Figure 6. C5aRA inhibited gastric cancer progression in BGC-823 xenograft mouse model. BALB/C female nude mice were 6 weeks old at the experiment’s onset. They were randomly assigned to two groups (n=6) and received subcutaneous transplantation of BGC-823 cells (~2×106 BGC-823 cells into the subcutaneous on back). After tumor formation within three days, for C5aRA group, mice were treated with the C5aR antagonist (C5aRA) (1 mg/kg, intravenously via the tail), every two days, with tumor volume being monitored. While for control group, mice were treated with 0.9% NaCl. (A, B) Tumor size, weight and volume of BGC-823 xenograft mice treated with or without C5aRA. (C) Body weight of BALB/C nude mice treated with or without C5aRA. Statistical analyses were executed with unpaired two-tailed Student’s t-test. Data are presented as mean ± standard deviation (SD). Significance levels were set at p<0.001 (denoted by ***), and p<0.0001 (denoted by ****).
3.7 Blocking C5a-C5aR pathway inhibited macrophages polarization to M2 phenotype and downregulated the expression of LCN2 and ER stress
To further investigate the role of the C5a-C5aR pathway in gastric cancer iron metabolism, we collected endpoint xenograft specimens from mice to analyze tumor-infiltrating macrophages using immunofluorescence staining and flow cytometry. As illustrated in Figure 7A, treatment with C5aRA led to a decrease in the expression of the M2 macrophage marker CD206 and an increase in the M1 macrophage marker iNOS. Additionally, flow cytometry analysis indicated that C5aRA treatment reduced the ratio of M2/M1 macrophages within the tumor microenvironment (Figures 7B, C).

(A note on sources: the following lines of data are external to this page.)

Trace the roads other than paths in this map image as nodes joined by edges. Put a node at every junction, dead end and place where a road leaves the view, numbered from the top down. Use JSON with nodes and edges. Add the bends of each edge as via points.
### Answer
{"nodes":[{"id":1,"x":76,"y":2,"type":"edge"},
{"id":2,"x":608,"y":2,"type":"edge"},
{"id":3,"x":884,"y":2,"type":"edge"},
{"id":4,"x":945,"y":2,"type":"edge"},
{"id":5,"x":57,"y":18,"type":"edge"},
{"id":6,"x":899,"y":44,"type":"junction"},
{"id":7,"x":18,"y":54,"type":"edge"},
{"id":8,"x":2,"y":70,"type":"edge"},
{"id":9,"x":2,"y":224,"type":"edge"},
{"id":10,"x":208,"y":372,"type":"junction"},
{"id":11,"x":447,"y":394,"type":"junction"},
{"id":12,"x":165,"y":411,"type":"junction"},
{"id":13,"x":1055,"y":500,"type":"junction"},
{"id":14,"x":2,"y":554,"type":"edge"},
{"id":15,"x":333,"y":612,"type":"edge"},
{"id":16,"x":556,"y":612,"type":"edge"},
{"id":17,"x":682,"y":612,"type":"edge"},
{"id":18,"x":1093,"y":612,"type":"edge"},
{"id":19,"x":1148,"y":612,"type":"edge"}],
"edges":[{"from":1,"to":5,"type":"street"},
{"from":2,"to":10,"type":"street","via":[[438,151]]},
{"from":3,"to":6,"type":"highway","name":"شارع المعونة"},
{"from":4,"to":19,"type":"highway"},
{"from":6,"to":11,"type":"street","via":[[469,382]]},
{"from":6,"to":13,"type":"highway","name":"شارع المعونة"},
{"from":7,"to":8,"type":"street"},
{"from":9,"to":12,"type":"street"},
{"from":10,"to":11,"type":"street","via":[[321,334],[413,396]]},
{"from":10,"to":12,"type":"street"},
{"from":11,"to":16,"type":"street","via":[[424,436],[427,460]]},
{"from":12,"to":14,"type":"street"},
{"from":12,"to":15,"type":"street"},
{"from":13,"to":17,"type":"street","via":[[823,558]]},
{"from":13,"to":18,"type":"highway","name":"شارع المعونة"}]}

These findings demonstrated that C5aRA could inhibit gastric cancer development by promoting macrophage polarization toward the M1 phenotype. Immunohistochemistry and Western blot analyses revealed that after C5aRA treatment, the expression of ER stress markers and LCN2 also decreased (Figures 7D, E). DAB enhanced Perl’s blue staining confirmed reduced iron deposition in tumor tissue of C5aRA group mice (Figure 7D). These results are consistent with our in vitro experiments, suggesting that the C5aR antagonist can inhibit M2 polarization and reduce the expression of ER stress markers and LCN2 in vivo.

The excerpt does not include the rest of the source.